Infertility is defined as absence of conception after one year of regular intercourse at the time of ovulation. Affects one in six couples. The number of infertile women increase with age. Between 20 - 24 years of age, 10% of women are infertile and by 35, 15% are infertile and at 40, 33% are infertile with the chance of conceiving after 40 being approximately 5%. After 45 fertility rates decline to below 5%.
Most couples will achieve a pregnancy in the first 6 months of trying - fertility rates start to decline after 6 months of trying and by the end of a year monthly fertility rates is only 4% per month. After 35 women should seek the advice of a fertility specialist if conception has not occurred after 6 months. Younger women should also seek advice if cycles are irregular or if they have a history of gynaecological problems such as pelvic inflammatory disease/ovarian cysts or endometriosis. Males should seek earlier referral for a semen analysis if they have a history of undescended testes / testicular surgery or testicular trauma.If the semen analysis is abnormal on 2 occasions 6 weeks apart then referral should be made to a fertility specialist.
AMH - Antimullerian Hormone (a test for your ovarian reserve)
- DAY 2-3 Blood Test
- DAY 21 Blood test
- OTHER PREPREGNANCY TESTS: FBE RBC FOLIC ACID LEVELS COELIAC DISEASE (A CAUSE OF MISCARRIAGE AND INFERTILITY), RUBELLA/VARICELLA/CMV/PARVOVIRUS IMMUNITY VITAMIN B12 (CAN CAUSE FETAL DEVELOPMENTAL ISSUES).
- TO ASSESS IF THE ANATOMY IS NORMAL
If all these tests are normal and your husbands tests are normal your doctor may recommend a tubal test that can be done with an ultrasound (Levovist), X-ray (Hysterosalpingogram- HSG) or a laparoscopy hysteroscopy and dye studies.
The semen analysis needs to be done 3 - 5 days of abstinence but not more than 5 days. A normal semen analysis is either measured compared to WHO criteria or KRUGER criteria - I would recommend that patients attend an IVF Clinic to have an analysis performed and make sure that a sperm antibody test is performed.
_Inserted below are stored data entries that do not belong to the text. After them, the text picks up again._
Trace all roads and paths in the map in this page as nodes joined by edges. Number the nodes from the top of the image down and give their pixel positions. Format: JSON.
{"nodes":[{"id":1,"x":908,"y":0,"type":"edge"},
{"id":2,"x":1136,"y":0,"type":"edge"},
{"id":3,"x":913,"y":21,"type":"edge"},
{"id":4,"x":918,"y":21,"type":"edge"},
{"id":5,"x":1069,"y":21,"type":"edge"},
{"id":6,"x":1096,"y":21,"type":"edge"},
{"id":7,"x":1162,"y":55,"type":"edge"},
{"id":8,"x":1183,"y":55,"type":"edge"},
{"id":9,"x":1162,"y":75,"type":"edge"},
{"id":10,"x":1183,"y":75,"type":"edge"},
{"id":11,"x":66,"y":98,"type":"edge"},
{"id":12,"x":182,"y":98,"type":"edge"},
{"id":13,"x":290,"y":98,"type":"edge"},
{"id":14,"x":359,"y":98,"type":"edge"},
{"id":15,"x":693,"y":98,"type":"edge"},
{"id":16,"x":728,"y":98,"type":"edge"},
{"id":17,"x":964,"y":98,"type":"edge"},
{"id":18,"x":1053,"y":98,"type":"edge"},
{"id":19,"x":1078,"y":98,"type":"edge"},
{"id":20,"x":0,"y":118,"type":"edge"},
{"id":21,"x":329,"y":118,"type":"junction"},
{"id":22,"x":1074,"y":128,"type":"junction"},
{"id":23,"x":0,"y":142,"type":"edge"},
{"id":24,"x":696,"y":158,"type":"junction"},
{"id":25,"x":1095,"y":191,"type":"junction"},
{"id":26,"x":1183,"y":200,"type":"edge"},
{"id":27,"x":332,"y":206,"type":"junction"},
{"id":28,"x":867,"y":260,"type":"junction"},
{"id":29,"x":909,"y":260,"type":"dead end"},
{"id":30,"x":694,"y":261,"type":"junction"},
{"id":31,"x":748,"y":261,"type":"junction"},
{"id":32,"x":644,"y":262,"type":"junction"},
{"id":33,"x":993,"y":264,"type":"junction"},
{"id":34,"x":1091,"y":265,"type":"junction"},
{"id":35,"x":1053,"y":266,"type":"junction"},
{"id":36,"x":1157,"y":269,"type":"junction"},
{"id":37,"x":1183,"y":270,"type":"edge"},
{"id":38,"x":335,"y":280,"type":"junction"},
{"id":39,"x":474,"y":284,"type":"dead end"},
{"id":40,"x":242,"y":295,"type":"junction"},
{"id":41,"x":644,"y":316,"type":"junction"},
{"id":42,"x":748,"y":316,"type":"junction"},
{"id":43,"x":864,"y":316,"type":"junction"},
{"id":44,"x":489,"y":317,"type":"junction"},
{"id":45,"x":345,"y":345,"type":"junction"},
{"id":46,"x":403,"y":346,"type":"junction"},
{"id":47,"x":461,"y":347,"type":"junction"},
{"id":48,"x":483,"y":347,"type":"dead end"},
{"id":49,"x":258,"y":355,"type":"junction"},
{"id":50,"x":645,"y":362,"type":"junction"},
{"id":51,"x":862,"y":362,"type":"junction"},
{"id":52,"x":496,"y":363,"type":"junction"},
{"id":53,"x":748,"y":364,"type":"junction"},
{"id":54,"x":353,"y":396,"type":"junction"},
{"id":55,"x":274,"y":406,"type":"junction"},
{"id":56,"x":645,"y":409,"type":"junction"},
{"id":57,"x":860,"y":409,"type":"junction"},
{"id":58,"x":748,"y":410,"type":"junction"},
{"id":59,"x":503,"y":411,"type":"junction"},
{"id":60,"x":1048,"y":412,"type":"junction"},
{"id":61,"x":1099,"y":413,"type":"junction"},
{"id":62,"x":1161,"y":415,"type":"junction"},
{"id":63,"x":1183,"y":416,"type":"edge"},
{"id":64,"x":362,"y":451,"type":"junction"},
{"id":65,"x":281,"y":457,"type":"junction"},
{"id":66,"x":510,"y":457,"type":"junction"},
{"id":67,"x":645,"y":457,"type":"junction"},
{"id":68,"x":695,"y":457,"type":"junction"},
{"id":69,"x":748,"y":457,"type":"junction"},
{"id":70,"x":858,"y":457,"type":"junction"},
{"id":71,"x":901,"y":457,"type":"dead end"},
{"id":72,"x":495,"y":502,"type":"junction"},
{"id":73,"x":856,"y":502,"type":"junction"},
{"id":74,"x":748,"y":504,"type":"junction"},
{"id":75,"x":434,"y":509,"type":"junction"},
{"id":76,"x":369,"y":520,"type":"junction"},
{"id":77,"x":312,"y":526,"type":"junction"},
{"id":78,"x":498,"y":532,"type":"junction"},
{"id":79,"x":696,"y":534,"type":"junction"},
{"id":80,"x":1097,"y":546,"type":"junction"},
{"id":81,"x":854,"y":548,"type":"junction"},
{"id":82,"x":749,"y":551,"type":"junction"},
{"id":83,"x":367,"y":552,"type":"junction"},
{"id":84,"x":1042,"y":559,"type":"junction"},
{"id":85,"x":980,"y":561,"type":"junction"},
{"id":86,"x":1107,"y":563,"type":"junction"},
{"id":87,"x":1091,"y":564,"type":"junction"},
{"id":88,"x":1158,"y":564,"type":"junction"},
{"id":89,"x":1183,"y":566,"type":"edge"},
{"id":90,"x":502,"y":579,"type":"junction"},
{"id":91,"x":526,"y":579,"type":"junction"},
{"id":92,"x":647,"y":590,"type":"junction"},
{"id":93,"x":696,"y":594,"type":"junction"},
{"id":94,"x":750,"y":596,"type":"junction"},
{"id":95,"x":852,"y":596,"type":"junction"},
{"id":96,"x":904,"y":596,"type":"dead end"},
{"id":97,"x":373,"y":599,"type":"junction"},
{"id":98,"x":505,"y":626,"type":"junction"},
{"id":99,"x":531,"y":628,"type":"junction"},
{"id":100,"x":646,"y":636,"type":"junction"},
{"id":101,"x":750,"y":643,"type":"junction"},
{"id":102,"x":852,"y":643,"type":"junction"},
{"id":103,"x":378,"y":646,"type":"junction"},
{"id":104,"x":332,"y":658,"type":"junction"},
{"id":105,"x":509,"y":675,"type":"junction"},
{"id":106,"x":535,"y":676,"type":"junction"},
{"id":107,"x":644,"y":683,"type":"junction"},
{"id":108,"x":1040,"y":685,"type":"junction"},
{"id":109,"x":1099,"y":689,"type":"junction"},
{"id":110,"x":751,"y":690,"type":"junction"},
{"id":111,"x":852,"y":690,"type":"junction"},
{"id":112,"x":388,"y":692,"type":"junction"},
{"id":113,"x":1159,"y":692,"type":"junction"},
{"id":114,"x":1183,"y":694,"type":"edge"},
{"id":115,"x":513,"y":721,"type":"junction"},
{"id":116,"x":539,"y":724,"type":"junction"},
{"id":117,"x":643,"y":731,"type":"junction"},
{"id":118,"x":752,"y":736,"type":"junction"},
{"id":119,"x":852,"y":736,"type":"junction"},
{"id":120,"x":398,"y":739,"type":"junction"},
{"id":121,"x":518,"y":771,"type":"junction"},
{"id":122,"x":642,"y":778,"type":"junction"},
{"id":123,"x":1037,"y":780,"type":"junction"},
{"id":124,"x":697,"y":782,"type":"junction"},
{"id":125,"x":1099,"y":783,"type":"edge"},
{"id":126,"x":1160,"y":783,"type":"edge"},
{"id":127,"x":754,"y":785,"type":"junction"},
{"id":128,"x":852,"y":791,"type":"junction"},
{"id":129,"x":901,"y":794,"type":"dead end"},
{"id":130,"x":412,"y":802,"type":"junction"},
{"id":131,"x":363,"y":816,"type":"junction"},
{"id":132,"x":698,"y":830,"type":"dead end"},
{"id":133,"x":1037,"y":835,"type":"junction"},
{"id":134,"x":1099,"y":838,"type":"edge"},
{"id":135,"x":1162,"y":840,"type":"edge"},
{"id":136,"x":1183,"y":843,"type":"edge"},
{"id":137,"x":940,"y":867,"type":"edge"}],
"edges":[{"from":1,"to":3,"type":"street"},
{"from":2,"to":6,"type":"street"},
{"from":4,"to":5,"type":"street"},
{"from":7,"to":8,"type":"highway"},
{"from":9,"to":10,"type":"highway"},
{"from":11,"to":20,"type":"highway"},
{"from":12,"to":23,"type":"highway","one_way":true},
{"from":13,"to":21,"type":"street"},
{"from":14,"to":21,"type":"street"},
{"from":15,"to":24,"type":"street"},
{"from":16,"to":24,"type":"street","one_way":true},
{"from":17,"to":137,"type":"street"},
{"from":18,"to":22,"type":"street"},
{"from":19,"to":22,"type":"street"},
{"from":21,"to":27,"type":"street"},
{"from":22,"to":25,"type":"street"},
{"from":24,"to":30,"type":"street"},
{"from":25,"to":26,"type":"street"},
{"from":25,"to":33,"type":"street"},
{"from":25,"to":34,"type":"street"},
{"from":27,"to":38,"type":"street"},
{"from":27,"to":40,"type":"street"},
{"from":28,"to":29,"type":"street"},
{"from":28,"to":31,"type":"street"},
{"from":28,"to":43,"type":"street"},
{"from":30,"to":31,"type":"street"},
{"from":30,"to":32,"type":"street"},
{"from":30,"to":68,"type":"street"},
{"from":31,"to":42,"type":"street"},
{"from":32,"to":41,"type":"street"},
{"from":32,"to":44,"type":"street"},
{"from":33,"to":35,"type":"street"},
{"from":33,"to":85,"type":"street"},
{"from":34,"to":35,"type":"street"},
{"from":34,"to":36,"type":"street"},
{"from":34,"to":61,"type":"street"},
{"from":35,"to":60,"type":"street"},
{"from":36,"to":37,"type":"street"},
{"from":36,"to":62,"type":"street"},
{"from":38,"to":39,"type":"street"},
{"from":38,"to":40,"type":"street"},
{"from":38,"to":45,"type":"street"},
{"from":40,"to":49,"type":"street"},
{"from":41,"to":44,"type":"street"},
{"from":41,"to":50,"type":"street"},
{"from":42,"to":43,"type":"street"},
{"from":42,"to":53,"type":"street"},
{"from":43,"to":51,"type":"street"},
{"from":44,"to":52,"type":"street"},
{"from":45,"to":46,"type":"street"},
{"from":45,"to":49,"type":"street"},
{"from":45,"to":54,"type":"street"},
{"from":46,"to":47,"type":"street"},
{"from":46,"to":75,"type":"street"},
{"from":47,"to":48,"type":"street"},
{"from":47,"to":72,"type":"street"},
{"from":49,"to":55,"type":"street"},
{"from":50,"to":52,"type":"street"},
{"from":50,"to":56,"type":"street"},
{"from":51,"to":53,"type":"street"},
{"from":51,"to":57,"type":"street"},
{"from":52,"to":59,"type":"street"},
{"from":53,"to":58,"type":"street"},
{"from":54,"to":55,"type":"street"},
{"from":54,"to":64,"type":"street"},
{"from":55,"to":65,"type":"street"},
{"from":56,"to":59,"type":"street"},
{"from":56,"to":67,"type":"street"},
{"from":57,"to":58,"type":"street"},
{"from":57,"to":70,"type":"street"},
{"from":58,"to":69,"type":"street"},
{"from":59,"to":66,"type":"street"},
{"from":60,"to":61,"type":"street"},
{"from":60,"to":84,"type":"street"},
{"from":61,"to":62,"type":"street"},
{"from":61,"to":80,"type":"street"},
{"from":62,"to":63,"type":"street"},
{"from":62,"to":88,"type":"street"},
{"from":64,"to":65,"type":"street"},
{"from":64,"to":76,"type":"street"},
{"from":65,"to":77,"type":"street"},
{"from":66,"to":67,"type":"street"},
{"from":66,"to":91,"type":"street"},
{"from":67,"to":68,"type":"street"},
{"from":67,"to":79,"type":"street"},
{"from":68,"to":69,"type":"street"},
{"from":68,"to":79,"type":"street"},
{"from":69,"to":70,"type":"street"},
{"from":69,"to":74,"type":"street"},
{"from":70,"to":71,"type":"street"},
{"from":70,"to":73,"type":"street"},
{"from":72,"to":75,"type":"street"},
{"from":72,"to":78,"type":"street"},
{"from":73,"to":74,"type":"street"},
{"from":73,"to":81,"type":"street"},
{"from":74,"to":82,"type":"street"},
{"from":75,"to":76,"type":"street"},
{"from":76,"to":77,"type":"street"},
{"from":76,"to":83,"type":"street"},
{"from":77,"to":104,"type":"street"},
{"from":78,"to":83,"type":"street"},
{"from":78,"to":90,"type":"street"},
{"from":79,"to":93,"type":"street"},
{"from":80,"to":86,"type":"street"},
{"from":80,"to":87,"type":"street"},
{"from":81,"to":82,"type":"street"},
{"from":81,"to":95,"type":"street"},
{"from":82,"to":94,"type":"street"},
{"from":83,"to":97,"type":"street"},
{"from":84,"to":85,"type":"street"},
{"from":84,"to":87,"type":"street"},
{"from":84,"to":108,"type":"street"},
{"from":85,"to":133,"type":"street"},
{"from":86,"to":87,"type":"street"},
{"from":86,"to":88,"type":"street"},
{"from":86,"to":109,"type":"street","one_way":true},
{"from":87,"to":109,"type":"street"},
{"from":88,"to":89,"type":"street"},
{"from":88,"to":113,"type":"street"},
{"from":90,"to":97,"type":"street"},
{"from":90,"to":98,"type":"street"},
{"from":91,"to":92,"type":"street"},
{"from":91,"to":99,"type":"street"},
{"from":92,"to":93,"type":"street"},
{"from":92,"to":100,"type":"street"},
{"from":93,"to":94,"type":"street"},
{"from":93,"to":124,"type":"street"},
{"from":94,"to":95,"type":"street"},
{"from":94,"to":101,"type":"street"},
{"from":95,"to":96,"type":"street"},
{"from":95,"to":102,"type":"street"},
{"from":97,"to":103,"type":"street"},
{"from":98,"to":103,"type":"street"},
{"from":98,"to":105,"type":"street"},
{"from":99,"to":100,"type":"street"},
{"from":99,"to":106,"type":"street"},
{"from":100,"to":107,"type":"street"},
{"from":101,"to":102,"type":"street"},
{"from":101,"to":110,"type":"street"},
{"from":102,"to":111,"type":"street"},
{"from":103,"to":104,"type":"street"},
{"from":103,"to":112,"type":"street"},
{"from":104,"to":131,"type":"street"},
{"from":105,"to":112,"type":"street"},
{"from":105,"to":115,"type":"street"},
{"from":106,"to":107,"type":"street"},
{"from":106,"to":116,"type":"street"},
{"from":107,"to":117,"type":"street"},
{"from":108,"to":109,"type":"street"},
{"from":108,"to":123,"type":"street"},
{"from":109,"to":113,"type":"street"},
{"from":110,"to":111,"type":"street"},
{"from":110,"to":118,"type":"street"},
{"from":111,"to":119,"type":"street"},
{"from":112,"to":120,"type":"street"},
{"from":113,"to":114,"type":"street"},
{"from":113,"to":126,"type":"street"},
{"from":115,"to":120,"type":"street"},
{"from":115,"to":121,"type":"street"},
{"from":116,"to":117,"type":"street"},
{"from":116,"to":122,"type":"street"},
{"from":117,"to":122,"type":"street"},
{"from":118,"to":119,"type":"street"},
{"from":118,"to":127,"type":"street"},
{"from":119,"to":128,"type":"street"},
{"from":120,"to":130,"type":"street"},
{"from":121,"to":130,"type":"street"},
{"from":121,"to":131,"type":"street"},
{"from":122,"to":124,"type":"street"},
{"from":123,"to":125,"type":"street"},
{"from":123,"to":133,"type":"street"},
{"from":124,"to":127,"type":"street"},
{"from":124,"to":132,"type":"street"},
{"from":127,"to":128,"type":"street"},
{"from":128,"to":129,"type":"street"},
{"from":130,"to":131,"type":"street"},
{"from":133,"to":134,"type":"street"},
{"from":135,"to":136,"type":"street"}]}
Many medications can interfere with sperm and oocyte production and quality:
Sulphasalazine, nitrofurantoin, tertracyclines and colchicine - can all lower sperm motility and function. Ketoconozole, antidepressants, propranolol can cause impotence. Chenotherapy can lower sperm count. Cannabis, cocaine and alcohol can affect sperm motility, morphology and count.
Anti-inflammatories can cause stop oocyte from being released.
Cannabis and other illicit drugs affect ovulation
Chemotherapy - can cause ovarian failure.
SMOKING - DON’T SMOKE THIS DECREASES YOUR FERTILITY BY 5-10%.
Unexplained: affects 10-15% of couples
Ovulatory: most common cause of infertility
Tubal: another common cause that affects fertility - common causes of tubal infertility are Chlamydia infections and endometriosis or previous pelvic surgery for ovarian cysts or fibroids.
Male factor: accounts for 45% of all infertility.